What questions should you be asking whenever you confront claims, directives, philosophies and the like?
How can you protect yourself (when necessary) against propaganda’s devices and techniques?
Learn to Recognize the Propaganda Devices
At this point, it is really pretty easy to find examples. Just look at the local newspaper or watch a news report on TV or listen to one on the radio. Observe closely how the story they are reporting on is phrased.
Any inflammatory words?
Loaded words and phrases?
Are they reporting all sides of the issue?
Do they have an expert in the field giving one side and another expert in the same field giving a different viewpoint?
Or is it an expert on one side and some dummy representing the other?
If you recognize only these things, you will essentially be back on the road to being in charge of your own brain.
Dissect a “news” story, speech, advertising piece… whatever… and find the propaganda devices being used.
These days, it’s really easy to…
FIND THE FACTS…before coming to any conclusion.
Using the Internet, you can find all sorts of “facts” and figures. Then you can evaluate both sides in your own mind and reach your own critically thought out answer and belief.
BUT, most people don’t because they are now thinking in 140 character chunks which allows for almost no messaging for analytical thought. Therefore the user of propaganda hold an edge in 2011 that they have never had in the past.
Remember, with just a little time to analyze and think…there is plenty of opportunity to form a conclusion and believe in it later on. Once you learn how to recognize propaganda, it’s much easier to respond to messages.
KEYPOINT: Suspend your judgment until you have time to uncover the facts and the logic or trickery involved in the propaganda in question.
To do this you must ask and answer these questions:
- Who is the propagandist?
- How is she trying to influence my thoughts and actions?
- For what purpose is she using the common propaganda devices?
- Do I like her purposes?… Why?
- How does she use words and symbols?
- What are the exact meanings of her words and symbols?
- What is it the propagandist is attempting to make these words and symbols appear to mean?

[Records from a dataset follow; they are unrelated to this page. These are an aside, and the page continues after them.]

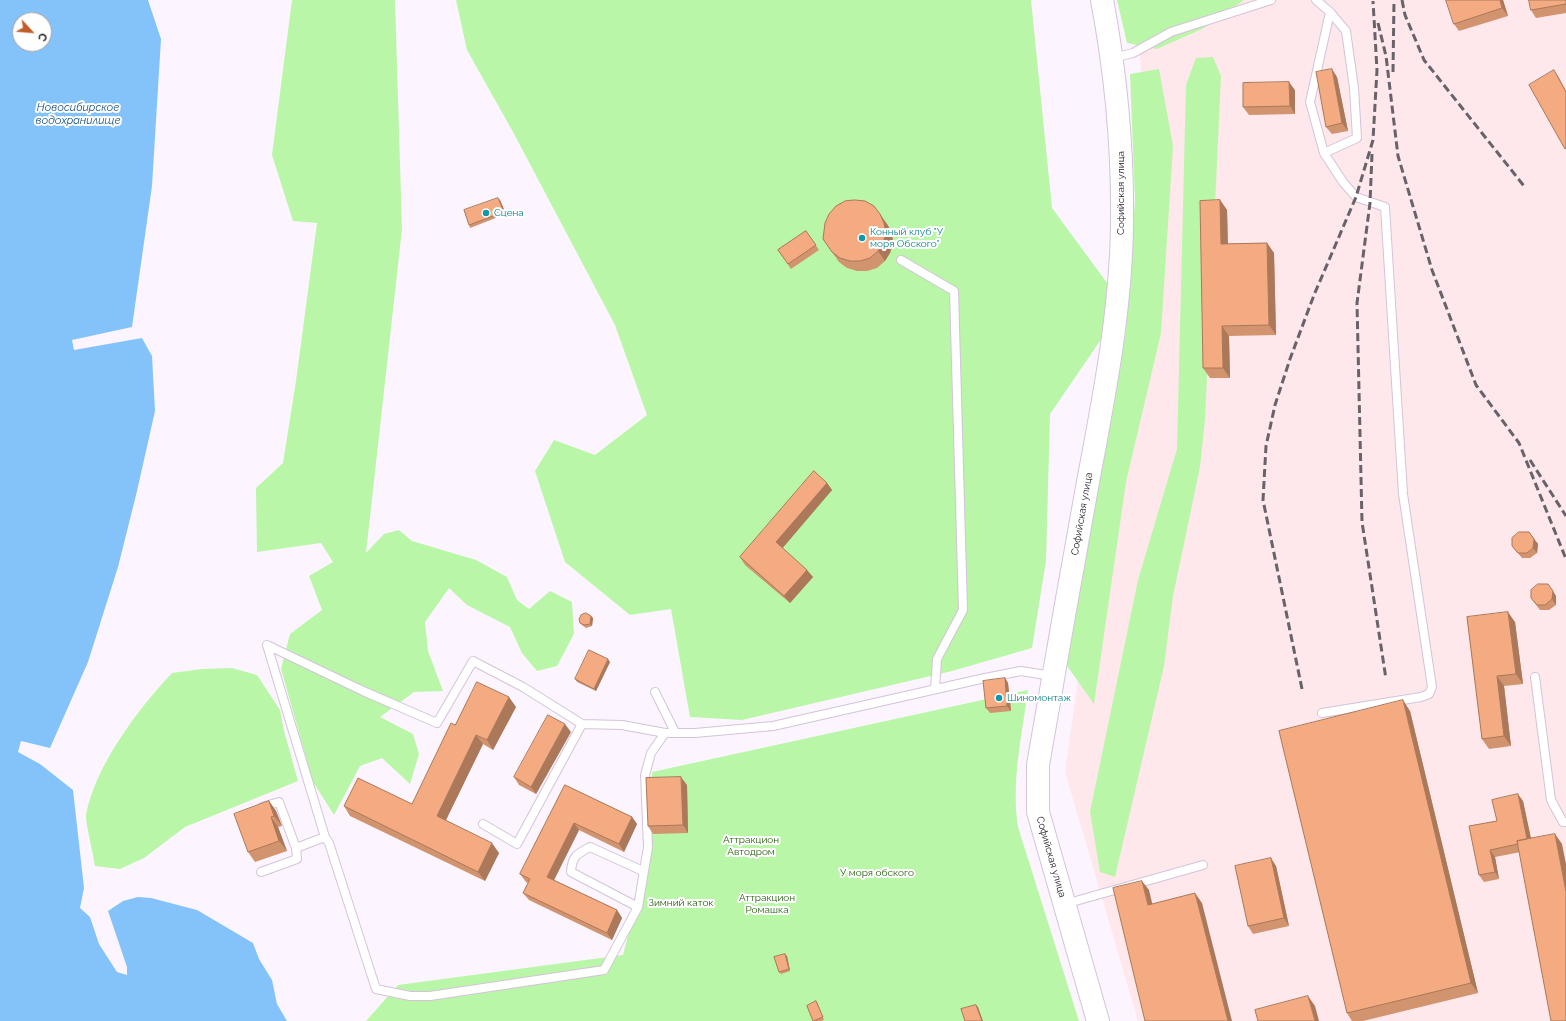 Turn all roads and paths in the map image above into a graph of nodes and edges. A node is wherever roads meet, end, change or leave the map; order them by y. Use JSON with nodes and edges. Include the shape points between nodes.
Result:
{"nodes":[{"id":1,"x":1102,"y":0,"type":"edge"},
{"id":2,"x":1271,"y":0,"type":"edge"},
{"id":3,"x":1316,"y":0,"type":"edge"},
{"id":4,"x":1330,"y":12,"type":"junction"},
{"id":5,"x":1112,"y":59,"type":"junction"},
{"id":6,"x":1324,"y":153,"type":"junction"},
{"id":7,"x":901,"y":260,"type":"dead end"},
{"id":8,"x":1053,"y":677,"type":"junction"},
{"id":9,"x":1535,"y":677,"type":"dead end"},
{"id":10,"x":934,"y":689,"type":"junction"},
{"id":11,"x":655,"y":692,"type":"dead end"},
{"id":12,"x":1322,"y":713,"type":"dead end"},
{"id":13,"x":582,"y":724,"type":"junction"},
{"id":14,"x":675,"y":732,"type":"junction"},
{"id":15,"x":665,"y":733,"type":"junction"},
{"id":16,"x":252,"y":810,"type":"edge"},
{"id":17,"x":1566,"y":822,"type":"edge"},
{"id":18,"x":483,"y":824,"type":"dead end"},
{"id":19,"x":325,"y":837,"type":"junction"},
{"id":20,"x":296,"y":848,"type":"junction"},
{"id":21,"x":1203,"y":864,"type":"dead end"},
{"id":22,"x":643,"y":871,"type":"junction"},
{"id":23,"x":261,"y":872,"type":"dead end"},
{"id":24,"x":1064,"y":904,"type":"junction"},
{"id":25,"x":638,"y":907,"type":"junction"},
{"id":26,"x":1098,"y":1021,"type":"edge"}],
"edges":[{"from":1,"to":5,"type":"main road","name":"Софийская улица"},
{"from":2,"to":5,"type":"lane","via":[[1171,32],[1134,54]]},
{"from":3,"to":4,"type":"lane"},
{"from":4,"to":6,"type":"lane","via":[[1310,102]]},
{"from":4,"to":6,"type":"lane","via":[[1346,31],[1354,88],[1357,138]]},
{"from":5,"to":8,"type":"main road","name":"Софийская улица","via":[[1122,147],[1122,226],[1117,300],[1107,379]]},
{"from":6,"to":12,"type":"lane","via":[[1356,197],[1385,207],[1403,494],[1432,687],[1429,694],[1421,697]]},
{"from":7,"to":10,"type":"lane","via":[[954,291],[963,610],[936,659]]},
{"from":8,"to":10,"type":"lane","via":[[1021,671]]},
{"from":8,"to":24,"type":"main road","name":"Софийская улица","via":[[1038,765],[1038,812]]},
{"from":9,"to":17,"type":"lane","via":[[1551,800],[1563,822]]},
{"from":10,"to":14,"type":"lane","via":[[773,726],[695,733]]},
{"from":11,"to":14,"type":"lane"},
{"from":13,"to":15,"type":"lane","via":[[622,725]]},
{"from":13,"to":18,"type":"lane","via":[[517,844]]},
{"from":13,"to":19,"type":"lane","via":[[524,687],[473,662],[437,722],[363,691],[267,645]]},
{"from":14,"to":15,"type":"lane"},
{"from":15,"to":22,"type":"lane","via":[[651,753],[645,775],[648,847]]},
{"from":16,"to":20,"type":"lane","via":[[280,802]]},
{"from":19,"to":20,"type":"lane"},
{"from":19,"to":25,"type":"lane","via":[[376,989],[410,996],[430,996],[604,970]]},
{"from":20,"to":23,"type":"lane","via":[[297,859]]},
{"from":21,"to":24,"type":"lane"},
{"from":22,"to":25,"type":"lane"},
{"from":22,"to":25,"type":"lane","via":[[590,846],[577,854],[572,862],[571,872]]},
{"from":24,"to":26,"type":"main road","name":"Софийская улица"}]} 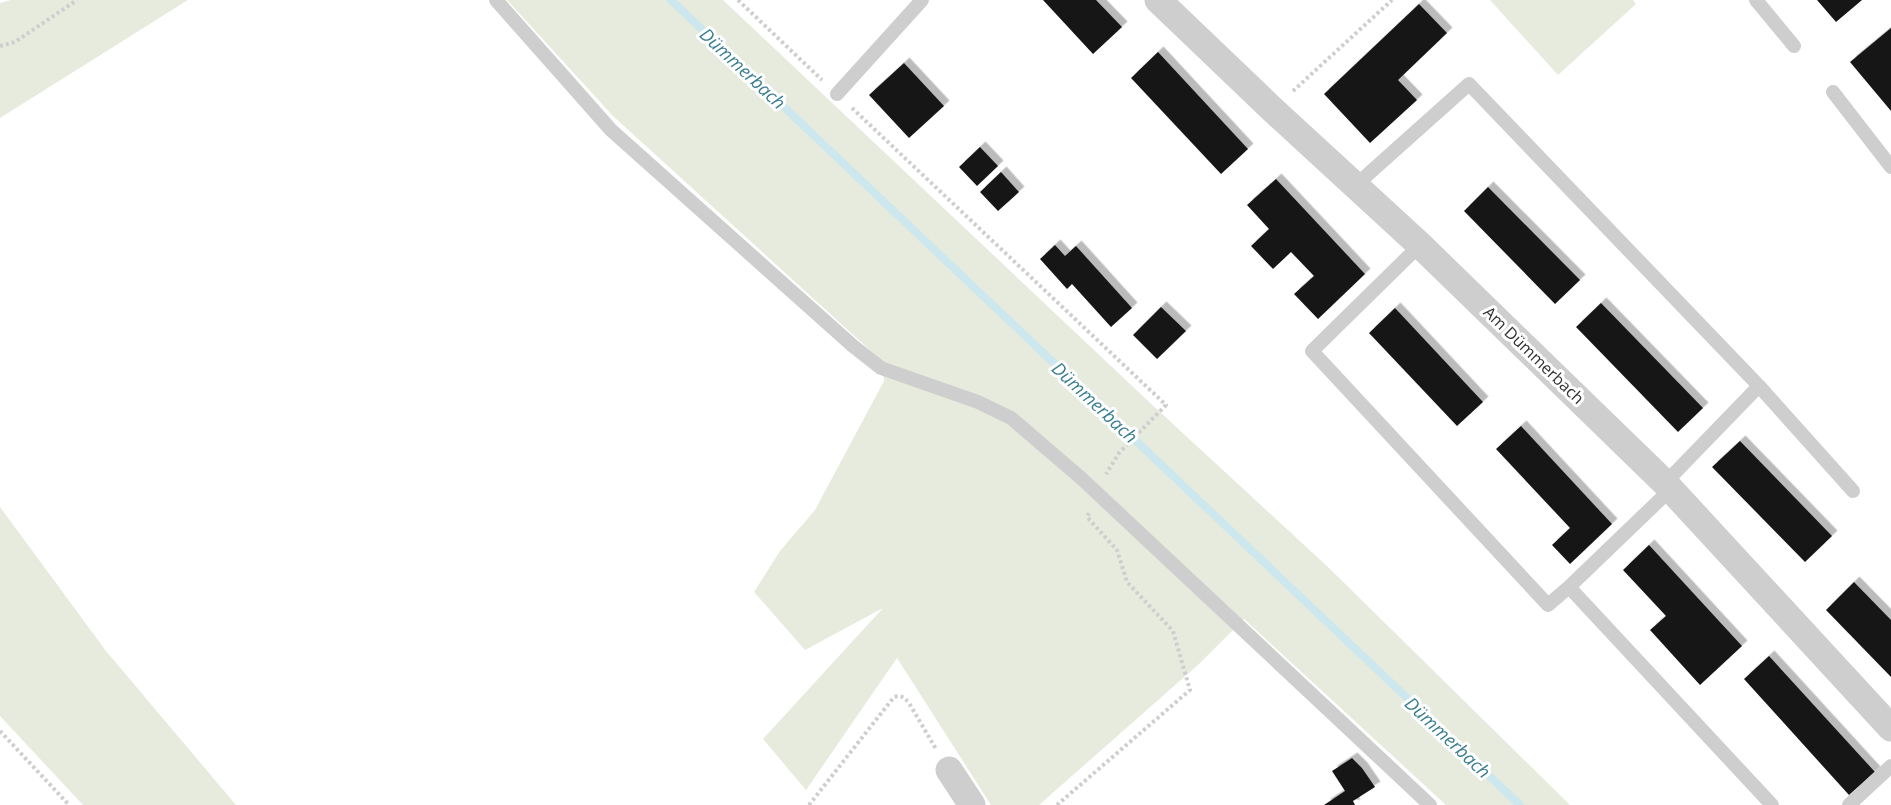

- What are the basic interests of this propagandist?
What should you always, always be on guard against?
Always, always, always BE ON GUARD FOR OMNIBUS WORDS. Because, omnibus words make you the easy dupe of propagandists.
“Community Reinvestment Project.”
“Health Care Reform.”
Omnibus, or “carry-all” words, are words that are extraordinarily difficult to define. This means they carry all sorts of meanings and are defined by each one of us individually. Therefore, the best test for the truth or falsity of propaganda lies in specific and concrete definitions of the words and symbols used by the propagandist.
If you want the best inoculation of your being duped by words and symbols that carry a high charge of emotion – you need to sharply define those symbols and words.
Further, you need to fully understand your definition and the speaker’s definition. They most likely are not the same meaning.
KEYPOINT: Once you know that a speaker or writer is using one of any of the seven propaganda devices in an attempt to convince you of an idea… you can separate the device from the idea and see what the idea amounts to on it’s own merits.
(Note: similar to the Internet scams you would probably not believe if confronted by someone actually saying it to you; but you let down your guard if it comes in email, so you don’t vet it as much you normally would.)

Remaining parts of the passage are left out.